Louis Better than before

GCC Compiling, Linking, Utilities and Specialized Tools

[UPDATED 2022/06/13]

If you got in touch with free software before, you might hear Richard Stallman, who is the founder of the GNU Project and original author of the GNU Compiler Collection (GCC). He founded the GNU project in 1984 to start Unix-like operation system project.

The original GNU Compiler Collection (GCC) has grown over times to support many languages, inculdes frond ends for C, C++, Objective-C. In addition, it is a key component of so-called “GNU Toolchian”, for developing applications and writing operation systems. The GNU Toolchain includes GNU Compiler Collection, GNU Make, GNU Binutils, GNU Debugger(GDB), GNU Autotools and GNU Bison.

Here, I took notes of the concepts and some basic topics in this post. Hope it would be helpful to understand and recap the knowledge. :)

GNU C Compiler (GCC)

GCC has been ported to a wide variety of platforms and instruction set architecture and is wide deployed as a tool in the development of both free and properiety software.

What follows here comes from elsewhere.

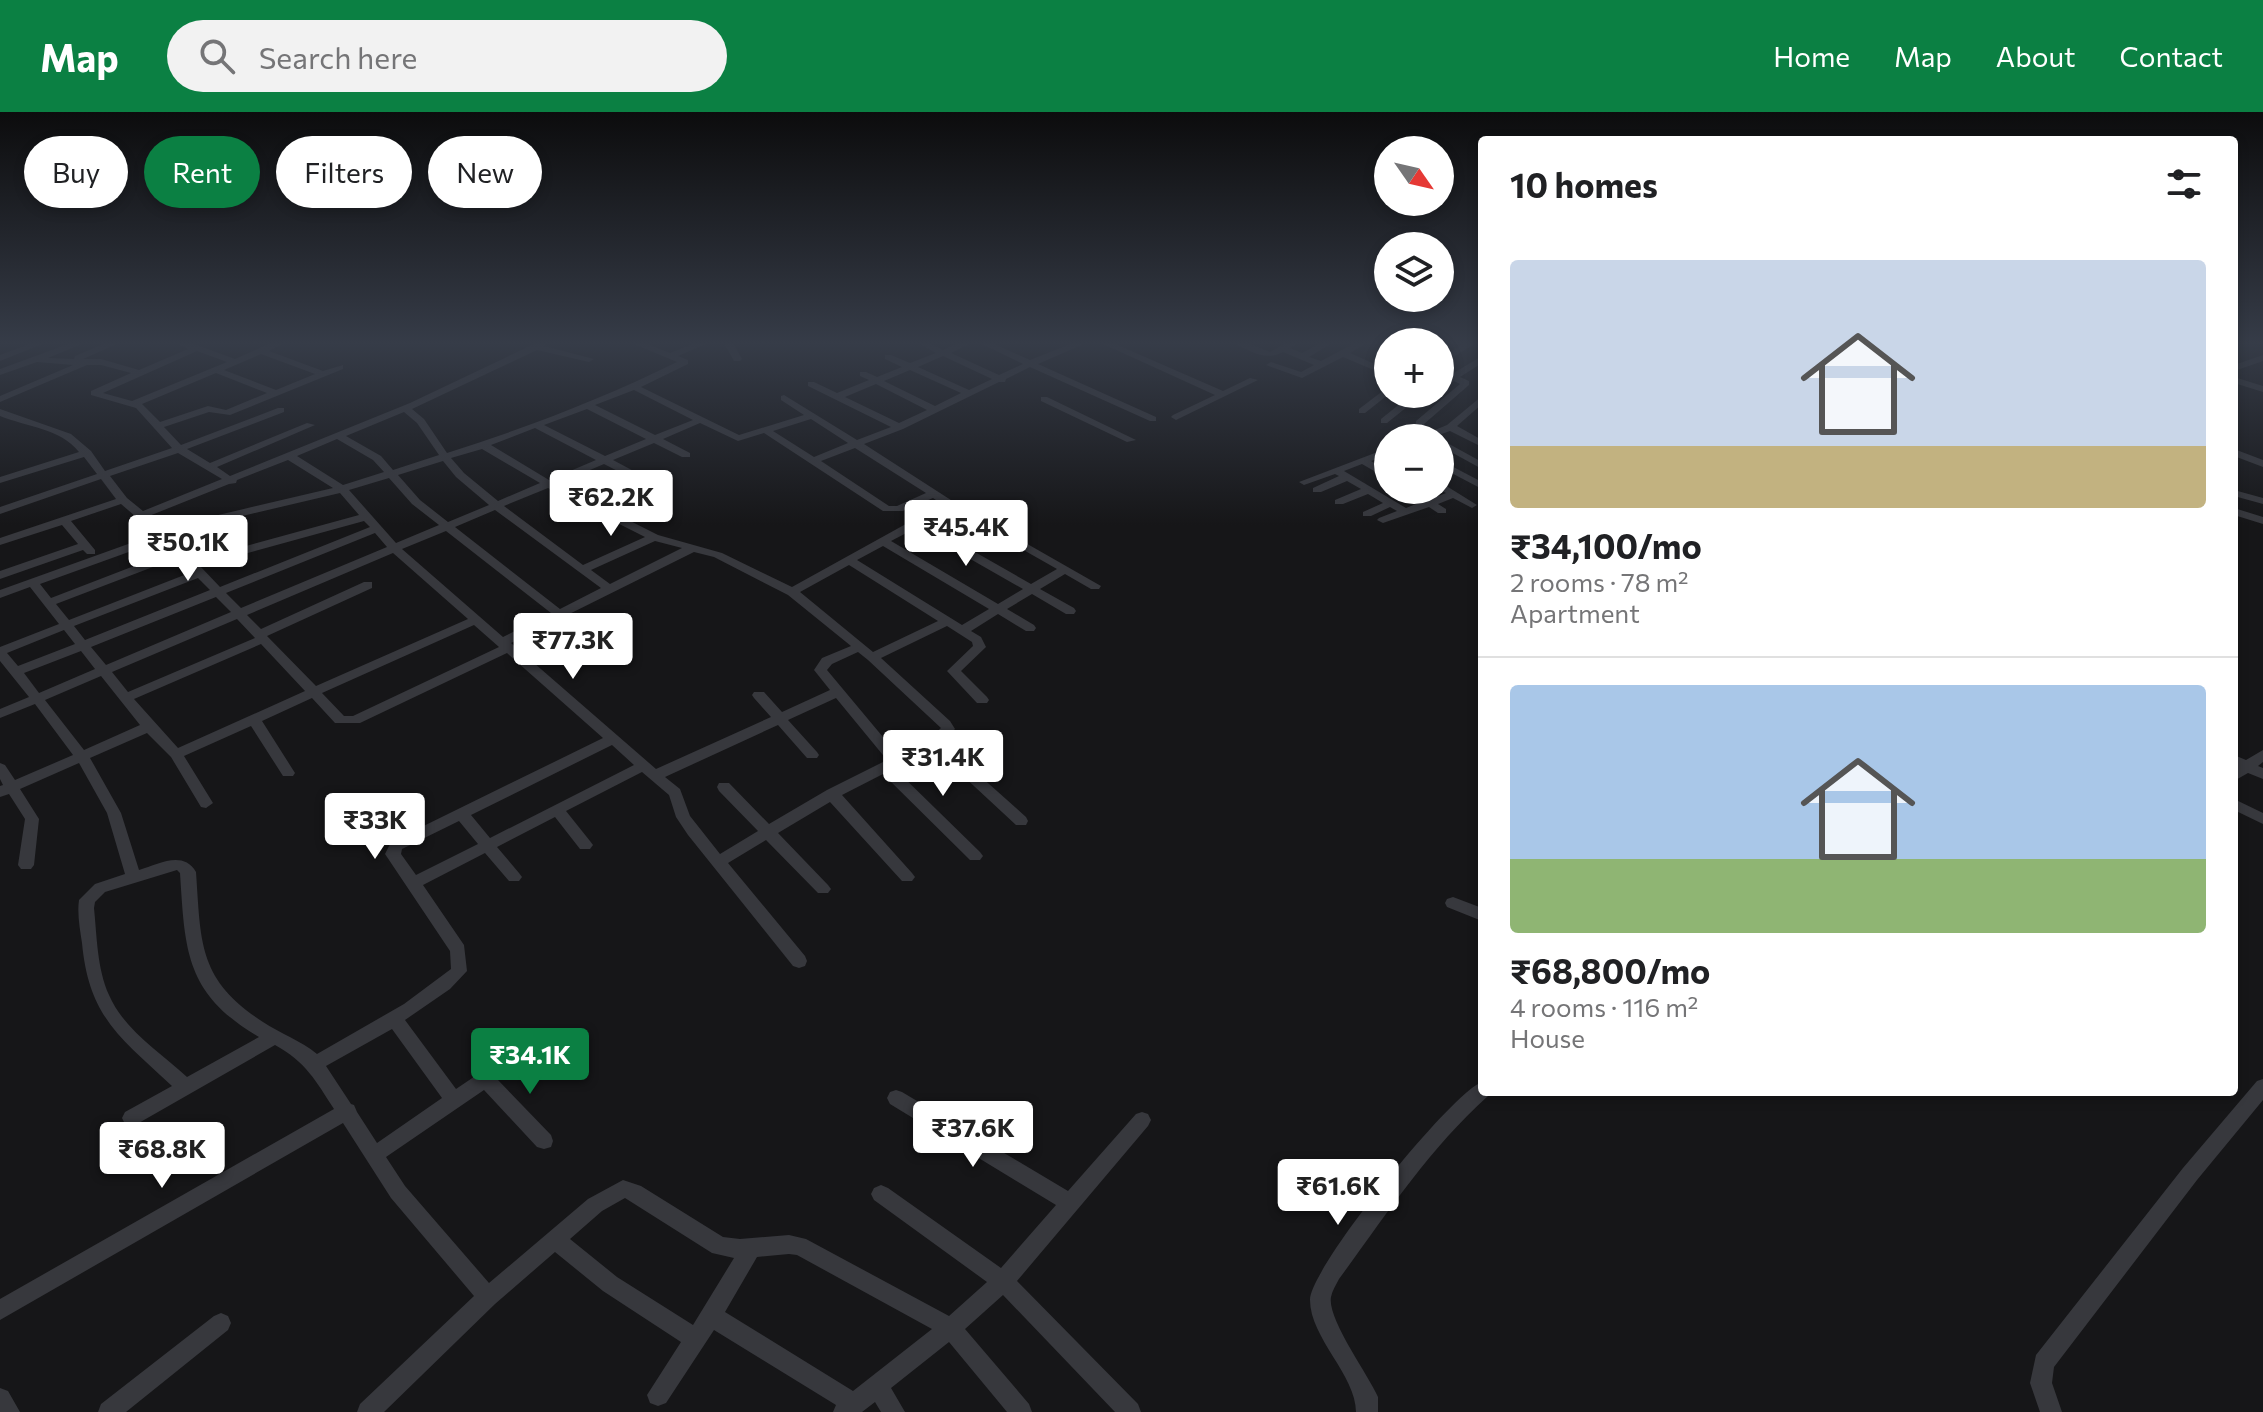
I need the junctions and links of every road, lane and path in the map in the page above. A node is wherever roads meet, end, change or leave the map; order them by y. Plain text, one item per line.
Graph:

GCC is also available for many embedded systems, including ARM-based and Power ISA-based chips.

For my MacOS, the GCC version is shown below. You could see that it is using GCC to compil 64-bit code and bringing code to 64-bit target architecture.

$ gcc -v
Configured with: --prefix=/Library/Developer/CommandLineTools/usr --with-gxx-include-dir=/Library/Developer/CommandLineTools/SDKs/MacOSX.sdk/usr/include/c++/4.2.1
Apple clang version 12.0.0 (clang-1200.0.32.27)
Target: x86_64-apple-darwin20.1.0
Thread model: posix
InstalledDir: /Library/Developer/CommandLineTools/usr/bin

A few commonly-used GCC compiler options are:

  • -o: specifies the output executable filename
  • -Wall: prints “all” Warning messages
  • -g: generate additional symbolic debugging information for use with gdb debugger
For example:CC = gcc
CFLAGS = -g -Wall
DIR = obj
SDIR = src

INC = -I .

OUT = exe/timer

posix_timer:
	$(CC) $(CFLAGS) $(INC) -c $(SDIR)/$@.c -o $(DIR)/$@.o

main:
	$(CC) $(CFLAGS) $(INC) -o $(OUT) $@.c $(DIR)/*o

clean:
	rm -f $(DIR)/*.o $(OUT) core.*

mrproper: clean
	rm -f posix_timer

GCC Environment Variables

GCC uses the following environment variables:

  • PATH: searching the executables and runtime shared libraries
  • LIBRARY_PATH: searching library-paths for link libraries. It is searched after the paths specified in -L<dir> options

Utilities for Examining the Compiled Files

For all the GNU utilities, you can use “man” command to display the man pages.

file Utility

The utility “file” can be used to display the type of object files and executable files.

For example:$ file src/posix_timer.c
src/posix_timer.c: c program text, ASCII text 

$ file obj/posix_timer.o
obj/posix_timer.o: Mach-O 64-bit object x86_64

$ file exe/timer
exe/timer: Mach-O 64-bit executable x86_64

nm Utility

The utility “nm” lists symbol table of object files.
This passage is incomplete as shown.